WHAT IS BEING ASKED |
Take the records below and set them down exactly, so that every line matches the original.

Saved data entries
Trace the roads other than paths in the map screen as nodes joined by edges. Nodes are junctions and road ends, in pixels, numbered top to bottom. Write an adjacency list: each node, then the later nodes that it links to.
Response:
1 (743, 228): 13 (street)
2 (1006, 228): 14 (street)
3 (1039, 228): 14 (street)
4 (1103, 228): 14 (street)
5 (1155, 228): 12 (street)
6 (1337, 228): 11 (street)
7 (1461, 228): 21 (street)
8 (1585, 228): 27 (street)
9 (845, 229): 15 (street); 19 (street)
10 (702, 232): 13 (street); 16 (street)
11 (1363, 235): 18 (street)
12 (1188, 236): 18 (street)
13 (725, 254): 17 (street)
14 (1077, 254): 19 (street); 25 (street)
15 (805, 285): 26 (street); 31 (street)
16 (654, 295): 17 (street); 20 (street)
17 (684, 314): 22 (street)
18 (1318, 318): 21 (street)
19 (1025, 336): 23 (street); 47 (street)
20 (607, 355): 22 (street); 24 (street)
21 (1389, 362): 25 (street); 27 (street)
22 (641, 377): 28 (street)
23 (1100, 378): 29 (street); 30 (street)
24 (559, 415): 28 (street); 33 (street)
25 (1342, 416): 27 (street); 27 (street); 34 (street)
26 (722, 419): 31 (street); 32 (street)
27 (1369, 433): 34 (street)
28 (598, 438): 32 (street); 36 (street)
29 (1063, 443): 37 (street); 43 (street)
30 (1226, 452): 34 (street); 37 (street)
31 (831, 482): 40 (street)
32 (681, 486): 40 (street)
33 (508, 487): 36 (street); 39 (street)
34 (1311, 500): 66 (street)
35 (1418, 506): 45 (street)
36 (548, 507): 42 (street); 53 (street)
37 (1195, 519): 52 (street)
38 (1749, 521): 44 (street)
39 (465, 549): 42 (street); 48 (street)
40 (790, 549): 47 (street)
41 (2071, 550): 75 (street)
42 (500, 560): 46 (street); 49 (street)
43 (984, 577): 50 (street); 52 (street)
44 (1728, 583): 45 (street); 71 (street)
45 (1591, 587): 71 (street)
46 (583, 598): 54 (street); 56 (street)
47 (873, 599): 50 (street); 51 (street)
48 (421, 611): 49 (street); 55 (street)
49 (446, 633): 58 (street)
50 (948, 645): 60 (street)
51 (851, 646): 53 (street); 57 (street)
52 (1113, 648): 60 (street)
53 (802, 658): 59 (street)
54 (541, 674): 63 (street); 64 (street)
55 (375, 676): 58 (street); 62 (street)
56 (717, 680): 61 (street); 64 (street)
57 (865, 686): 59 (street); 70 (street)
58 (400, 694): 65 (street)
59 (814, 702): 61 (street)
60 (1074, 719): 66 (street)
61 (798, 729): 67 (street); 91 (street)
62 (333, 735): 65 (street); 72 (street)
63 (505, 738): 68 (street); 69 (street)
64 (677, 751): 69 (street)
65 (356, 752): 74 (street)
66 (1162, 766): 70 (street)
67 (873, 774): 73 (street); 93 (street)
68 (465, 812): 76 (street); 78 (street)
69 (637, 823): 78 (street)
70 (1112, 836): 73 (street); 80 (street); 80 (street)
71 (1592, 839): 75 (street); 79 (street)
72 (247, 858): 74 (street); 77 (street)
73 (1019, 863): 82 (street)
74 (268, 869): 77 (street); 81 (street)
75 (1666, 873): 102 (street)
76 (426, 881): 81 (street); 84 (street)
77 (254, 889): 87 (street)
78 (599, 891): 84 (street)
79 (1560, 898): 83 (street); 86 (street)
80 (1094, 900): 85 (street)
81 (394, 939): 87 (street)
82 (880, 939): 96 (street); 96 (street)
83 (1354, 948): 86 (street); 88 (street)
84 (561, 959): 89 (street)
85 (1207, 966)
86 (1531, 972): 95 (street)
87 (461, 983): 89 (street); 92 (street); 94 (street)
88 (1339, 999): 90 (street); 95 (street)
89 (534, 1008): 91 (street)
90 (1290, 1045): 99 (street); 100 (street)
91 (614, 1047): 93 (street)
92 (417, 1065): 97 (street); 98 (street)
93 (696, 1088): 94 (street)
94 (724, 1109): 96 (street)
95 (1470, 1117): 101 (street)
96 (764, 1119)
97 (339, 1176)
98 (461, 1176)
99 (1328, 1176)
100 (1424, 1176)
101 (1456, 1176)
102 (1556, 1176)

WRITTEN RESPONSE |
Trace the roads other than paths in the map screen as nodes joined by edges. Nodes are junctions and road ends, in pixels, numbered top to bottom. Write an adjacency list: each node, then the later nodes that it links to.
Response:
1 (743, 228): 13 (street)
2 (1006, 228): 14 (street)
3 (1039, 228): 14 (street)
4 (1103, 228): 14 (street)
5 (1155, 228): 12 (street)
6 (1337, 228): 11 (street)
7 (1461, 228): 21 (street)
8 (1585, 228): 27 (street)
9 (845, 229): 15 (street); 19 (street)
10 (702, 232): 13 (street); 16 (street)
11 (1363, 235): 18 (street)
12 (1188, 236): 18 (street)
13 (725, 254): 17 (street)
14 (1077, 254): 19 (street); 25 (street)
15 (805, 285): 26 (street); 31 (street)
16 (654, 295): 17 (street); 20 (street)
17 (684, 314): 22 (street)
18 (1318, 318): 21 (street)
19 (1025, 336): 23 (street); 47 (street)
20 (607, 355): 22 (street); 24 (street)
21 (1389, 362): 25 (street); 27 (street)
22 (641, 377): 28 (street)
23 (1100, 378): 29 (street); 30 (street)
24 (559, 415): 28 (street); 33 (street)
25 (1342, 416): 27 (street); 27 (street); 34 (street)
26 (722, 419): 31 (street); 32 (street)
27 (1369, 433): 34 (street)
28 (598, 438): 32 (street); 36 (street)
29 (1063, 443): 37 (street); 43 (street)
30 (1226, 452): 34 (street); 37 (street)
31 (831, 482): 40 (street)
32 (681, 486): 40 (street)
33 (508, 487): 36 (street); 39 (street)
34 (1311, 500): 66 (street)
35 (1418, 506): 45 (street)
36 (548, 507): 42 (street); 53 (street)
37 (1195, 519): 52 (street)
38 (1749, 521): 44 (street)
39 (465, 549): 42 (street); 48 (street)
40 (790, 549): 47 (street)
41 (2071, 550): 75 (street)
42 (500, 560): 46 (street); 49 (street)
43 (984, 577): 50 (street); 52 (street)
44 (1728, 583): 45 (street); 71 (street)
45 (1591, 587): 71 (street)
46 (583, 598): 54 (street); 56 (street)
47 (873, 599): 50 (street); 51 (street)
48 (421, 611): 49 (street); 55 (street)
49 (446, 633): 58 (street)
50 (948, 645): 60 (street)
51 (851, 646): 53 (street); 57 (street)
52 (1113, 648): 60 (street)
53 (802, 658): 59 (street)
54 (541, 674): 63 (street); 64 (street)
55 (375, 676): 58 (street); 62 (street)
56 (717, 680): 61 (street); 64 (street)
57 (865, 686): 59 (street); 70 (street)
58 (400, 694): 65 (street)
59 (814, 702): 61 (street)
60 (1074, 719): 66 (street)
61 (798, 729): 67 (street); 91 (street)
62 (333, 735): 65 (street); 72 (street)
63 (505, 738): 68 (street); 69 (street)
64 (677, 751): 69 (street)
65 (356, 752): 74 (street)
66 (1162, 766): 70 (street)
67 (873, 774): 73 (street); 93 (street)
68 (465, 812): 76 (street); 78 (street)
69 (637, 823): 78 (street)
70 (1112, 836): 73 (street); 80 (street); 80 (street)
71 (1592, 839): 75 (street); 79 (street)
72 (247, 858): 74 (street); 77 (street)
73 (1019, 863): 82 (street)
74 (268, 869): 77 (street); 81 (street)
75 (1666, 873): 102 (street)
76 (426, 881): 81 (street); 84 (street)
77 (254, 889): 87 (street)
78 (599, 891): 84 (street)
79 (1560, 898): 83 (street); 86 (street)
80 (1094, 900): 85 (street)
81 (394, 939): 87 (street)
82 (880, 939): 96 (street); 96 (street)
83 (1354, 948): 86 (street); 88 (street)
84 (561, 959): 89 (street)
85 (1207, 966)
86 (1531, 972): 95 (street)
87 (461, 983): 89 (street); 92 (street); 94 (street)
88 (1339, 999): 90 (street); 95 (street)
89 (534, 1008): 91 (street)
90 (1290, 1045): 99 (street); 100 (street)
91 (614, 1047): 93 (street)
92 (417, 1065): 97 (street); 98 (street)
93 (696, 1088): 94 (street)
94 (724, 1109): 96 (street)
95 (1470, 1117): 101 (street)
96 (764, 1119)
97 (339, 1176)
98 (461, 1176)
99 (1328, 1176)
100 (1424, 1176)
101 (1456, 1176)
102 (1556, 1176)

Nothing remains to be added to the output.